Il fattore sosta, ma si gioca al San Nicola...
12.03.2019 18:00 di Davide Giangaspero  articolo letto 8246 volte
Inizia il rettilineo promozione. Brienza, le ultime giocate?

Quattordici punti per la matematica. Il Bari cercherà di sbrigare la pratica il prima possibile. Il traguardo, in caso di percorso netto nelle prossime gare, potrebbe progressivamente avvicinarsi se la Turris sbaglierà nel frattempo qualcosa nel suo cammino. Allora, per i biancorossi, fin dalle prossime settimane potrebbe aprirsi la caccia al jackpot promozione.

Un passo alla volta. Domenica contro il Castrovillari il Bari avrà la ghiotta occasione di sbrogliare il sempre ostico rebus costituito dalle settimane di pausa, davanti ai propri tifosi. Un bell'aiuto che dovrebbe concedere ai biancorossi, contro un avversario con buona organizzazione (sesto, con affaccio sui play-off), il teatro comunque ideale per ricominciare con piglio vincente il proprio cammino.

Mancherà Cacioli, squalificato. Rientrerà Brienza dopo la squalifica. Il fantasista sarà come sempre atteso dai supporters biancorossi, pronti a farsi trascinare dalle giocate del fuoriclasse, oggi ancora sospeso tra un'altra annata di calcio giocato e il ritiro. Vien già malinconia a pensare che queste potrebbero essere le ultime partite di Brienza da calciatore: deciderà lui. Fosse per la testa, Brienza potrebbe giocare ancora per molti anni: lui, più di tutti, conosce però condizioni e affidabilità del suo fisico. Dirà basta o accetterà un ruolo part-time in un campionato estremamente insidioso come quello che, con ogni probabilità, vedrà il Bari coinvolto in Serie C? Si vedrà.

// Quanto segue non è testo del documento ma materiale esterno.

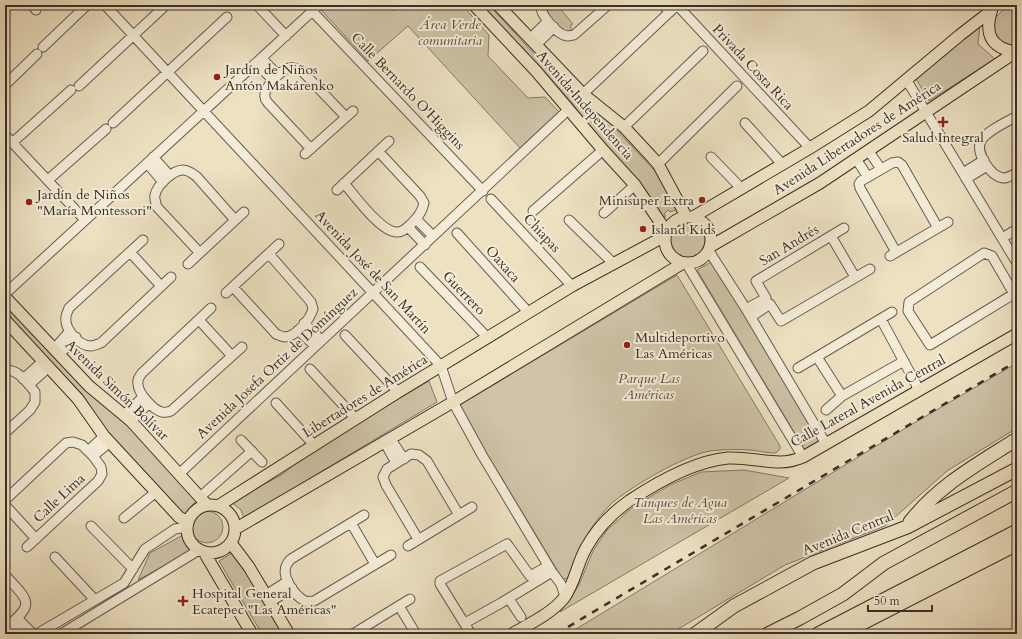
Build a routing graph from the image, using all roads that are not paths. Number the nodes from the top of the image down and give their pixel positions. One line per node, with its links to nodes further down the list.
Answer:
1 (87, 5): 19 (street)
2 (105, 5): 16 (street, Avenida José de San Martín)
3 (166, 5): 16 (street)
4 (257, 5): 17 (street)
5 (474, 5): 30 (main road, Avenida Independencia)
6 (498, 5): 18 (main road, Avenida Independencia)
7 (540, 5): 15 (street)
8 (663, 5): 13 (street)
9 (677, 5): 13 (street); 41 (street, Privada Costa Rica)
10 (602, 7): 15 (street)
11 (316, 8): 17 (street); 59 (street, Calle Bernardo O'Higgins)
12 (992, 8): 21 (main road); 26 (main road, Avenida Libertadores de América)
13 (670, 12): 29 (street)
14 (227, 17): 24 (street)
15 (551, 24): 18 (street)
16 (133, 35): 24 (street, Avenida José de San Martín); 40 (street)
17 (286, 36): 23 (street)
18 (533, 42): 29 (main road, Avenida Independencia)
19 (43, 47)
20 (703, 51): 37 (street)
21 (1016, 51): 33 (main road, Avenida Libertadores de América)
22 (37, 54): 27 (street)
23 (259, 61): 25 (street); 31 (street)
24 (167, 72): 31 (street, Avenida José de San Martín); 56 (street)
25 (276, 77): 34 (street); 34 (street)
26 (906, 79): 33 (street); 41 (main road, Avenida Libertadores de América)
27 (5, 85)
28 (737, 86): 49 (street)
29 (583, 94): 37 (main road, Avenida Independencia)
30 (569, 109): 42 (main road, Avenida Independencia); 59 (street, Avenida Josefa Ortiz de Domínguez)
31 (204, 111): 47 (street); 96 (street, Avenida José de San Martín)
32 (353, 111): 34 (street)
33 (926, 111): 43 (main road, Avenida Libertadores de América); 53 (street)
34 (346, 117)
35 (1017, 117): 48 (street)
36 (746, 123): 50 (street)
37 (624, 127): 49 (main road, Avenida Independencia)
38 (5, 135): 40 (street)
39 (389, 142): 44 (street)
40 (12, 143): 56 (street)
41 (810, 148): 50 (main road, Avenida Libertadores de América)
42 (603, 150): 57 (main road, Avenida Independencia); 61 (street)
43 (868, 150): 46 (main road, Avenida Libertadores de América); 51 (street)
44 (378, 152): 65 (street); 70 (street)
45 (711, 157): 58 (street)
46 (856, 158): 54 (street); 82 (main road, Avenida Libertadores de América)
47 (150, 160): 55 (street); 66 (street)
48 (986, 163): 52 (street); 53 (street)
49 (658, 164): 64 (main road, Avenida Independencia)
50 (782, 164): 58 (main road, Avenida Libertadores de América)
51 (881, 169): 54 (street); 72 (street)
52 (1017, 173)
53 (964, 176): 78 (street)
54 (868, 177): 72 (street)
55 (167, 179): 67 (street); 84 (street)
56 (48, 180): 66 (street)
57 (635, 185): 63 (street); 75 (main road, Avenida Independencia)
58 (741, 188): 64 (main road, Avenida Libertadores de América)
59 (483, 191): 76 (street, Avenida Josefa Ortiz de Domínguez)
60 (490, 199): 95 (street, Chiapas)
61 (533, 211)
62 (244, 212): 67 (street)
63 (604, 213)
64 (689, 217): 75 (main road); 82 (main road)
65 (416, 219): 70 (street); 76 (street)
66 (85, 220): 98 (street)
67 (235, 220): 84 (street)
68 (570, 220): 89 (street)
69 (948, 222): 72 (street)
70 (408, 226): 81 (street)
71 (844, 228): 77 (street, San Andrés)
72 (938, 228)
73 (1017, 229): 78 (street)
74 (457, 233): 101 (street, Oaxaca)
75 (666, 233): 86 (main road); 89 (main road)
76 (433, 236): 81 (street, Avenida Josefa Ortiz de Domínguez)
77 (832, 236): 93 (street, San Andrés); 102 (street, San Andrés)
78 (1002, 238): 87 (street)
79 (143, 240): 83 (street)
80 (279, 244): 85 (street)
81 (425, 245): 96 (street, Avenida Josefa Ortiz de Domínguez)
82 (710, 248): 86 (main road); 102 (street)
83 (130, 252): 94 (street); 107 (street)
84 (200, 253): 88 (street)
85 (268, 254): 106 (street); 106 (street)
86 (684, 263): 127 (main road); 141 (street)
87 (1017, 263)
88 (188, 264)
89 (613, 264): 95 (main road)
90 (420, 267): 110 (street, Guerrero)
91 (870, 269): 93 (street)
92 (171, 276): 94 (street)
93 (855, 278): 102 (street)
94 (161, 286): 107 (street)
95 (572, 286): 101 (main road)
96 (372, 292): 111 (street, Avenida Josefa Ortiz de Domínguez); 118 (street, Avenida José de San Martín)
97 (1015, 293): 97 (street)
98 (5, 296): 113 (main road, Avenida Simón Bolívar)
99 (211, 308): 105 (street)
100 (892, 312): 103 (street)
101 (529, 313): 110 (main road, Libertadores de América)
102 (748, 313): 138 (street)
103 (881, 319): 115 (street); 116 (street)
104 (5, 320): 117 (main road)
105 (199, 320): 114 (street); 126 (street)
106 (301, 326): 111 (street)
107 (73, 334): 113 (street)
108 (1017, 334): 123 (main road, Calle Lateral Avenida Central)
109 (345, 335): 124 (street)
110 (488, 338): 118 (main road, Libertadores de América)
111 (318, 343): 145 (street, Avenida Josefa Ortiz de Domínguez)
112 (242, 347): 114 (street)
113 (56, 352): 130 (main road, Avenida Simón Bolívar)
114 (232, 356): 126 (street)
115 (817, 357): 119 (street); 125 (street)
116 (904, 361): 123 (street); 125 (street)
117 (46, 364): 122 (street); 133 (main road)
118 (441, 366): 124 (main road, Libertadores de América); 127 (street, Avenida José de San Martín)
119 (798, 368)
120 (310, 369): 131 (street)
121 (5, 370): 122 (street)
122 (26, 382): 132 (street)
123 (918, 391): 138 (main road, Calle Lateral Avenida Central)
124 (398, 392): 131 (main road, Libertadores de América)
125 (842, 396): 129 (street)
126 (146, 400): 130 (street)
127 (453, 402): 136 (main road); 172 (street, Avenida José de San Martín)
128 (276, 403): 137 (street)
129 (826, 410)
130 (128, 418): 145 (main road, Avenida Simón Bolívar)
131 (356, 419): 137 (main road, Libertadores de América)
132 (5, 433)
133 (107, 439): 140 (street); 146 (main road)
134 (1017, 439): 158 (highway)
135 (241, 440): 139 (street)
136 (387, 440): 142 (street); 159 (main road)
137 (314, 444): 149 (main road, Libertadores de América)
138 (826, 444): 141 (main road, Calle Lateral Avenida Central)
139 (252, 451): 143 (street); 149 (street)
140 (91, 454): 148 (street); 161 (street, Calle Lima)
141 (803, 457): 177 (main road, Calle Lateral Avenida Central)
142 (400, 461): 153 (street); 162 (street)
143 (262, 462)
144 (1017, 470): 158 (highway, Avenida Central)
145 (179, 474): 149 (main road, Avenida Simón Bolívar)
146 (156, 492): 154 (street); 156 (main road)
147 (1017, 492): 197 (highway)
148 (5, 500)
149 (208, 502): 156 (main road); 159 (main road)
150 (5, 505): 161 (street, Calle Lima)
151 (472, 507): 153 (street)
152 (364, 515): 155 (street)
153 (458, 515): 162 (street)
154 (124, 518)
155 (351, 523): 170 (street); 175 (street)
156 (187, 524): 167 (main road); 171 (street)
157 (92, 526): 171 (street)
158 (907, 527): 196 (highway, Avenida Central)
159 (235, 529): 163 (main road)
160 (1017, 531): 198 (highway)
161 (36, 539): 166 (street, Calle Lima)
162 (418, 539): 165 (street)
163 (230, 543): 167 (main road); 178 (main road)
164 (1017, 544): 199 (highway)
165 (408, 546)
166 (27, 547)
167 (201, 551): 189 (street); 190 (main road)
168 (391, 554): 170 (street)
169 (55, 557): 181 (street)
170 (375, 564): 175 (street)
171 (133, 569): 181 (street)
172 (550, 569): 174 (street); 177 (street, Avenida José de San Martín); 180 (street)
173 (5, 575): 184 (street)
174 (439, 582): 176 (street); 185 (street)
175 (290, 585): 178 (street)
176 (430, 587)
177 (565, 597): 195 (main road, Calle Lateral Avenida Central)
178 (268, 599): 191 (main road)
179 (410, 599): 182 (street)
180 (509, 599): 183 (street); 185 (street)
181 (94, 600): 188 (street)
182 (399, 606): 192 (street); 193 (street)
183 (520, 617)
184 (11, 623): 186 (street); 187 (street)
185 (465, 623): 194 (street)
186 (22, 634)
187 (33, 634)
188 (37, 634)
189 (61, 634)
190 (252, 634)
191 (290, 634)
192 (353, 634)
193 (416, 634)
194 (471, 634)
195 (512, 634)
196 (695, 634)
197 (768, 634)
198 (818, 634)
199 (841, 634)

Tornando alla gara col Castrovillari, la principale corsa riguarda la poltrona di centravanti. Simeri, Iadaresta, Pozzebon (forse in quest'ordine di probabilità) sono i calciatori che si contendono la maglia. Floriano e Piovanello completeranno l'attacco, con Neglia destinato alla panchina. Bolzoni e Hamlili a centrocampo, Di Cesare, Mattera e Quagliata in difesa, sono gli altri sicuri. Dubbio a destra fra Bianchi e Aloisi, due filosofie di gioco diverse, dipenderà dall'atteggiamento che Cornacchini vorrà adottare in gara: più propenso a coprire le spalle degli altri il primo; indubbiamente avvezzo alla slancio il secondo, anche se un po' accantonato nelle ultime partite.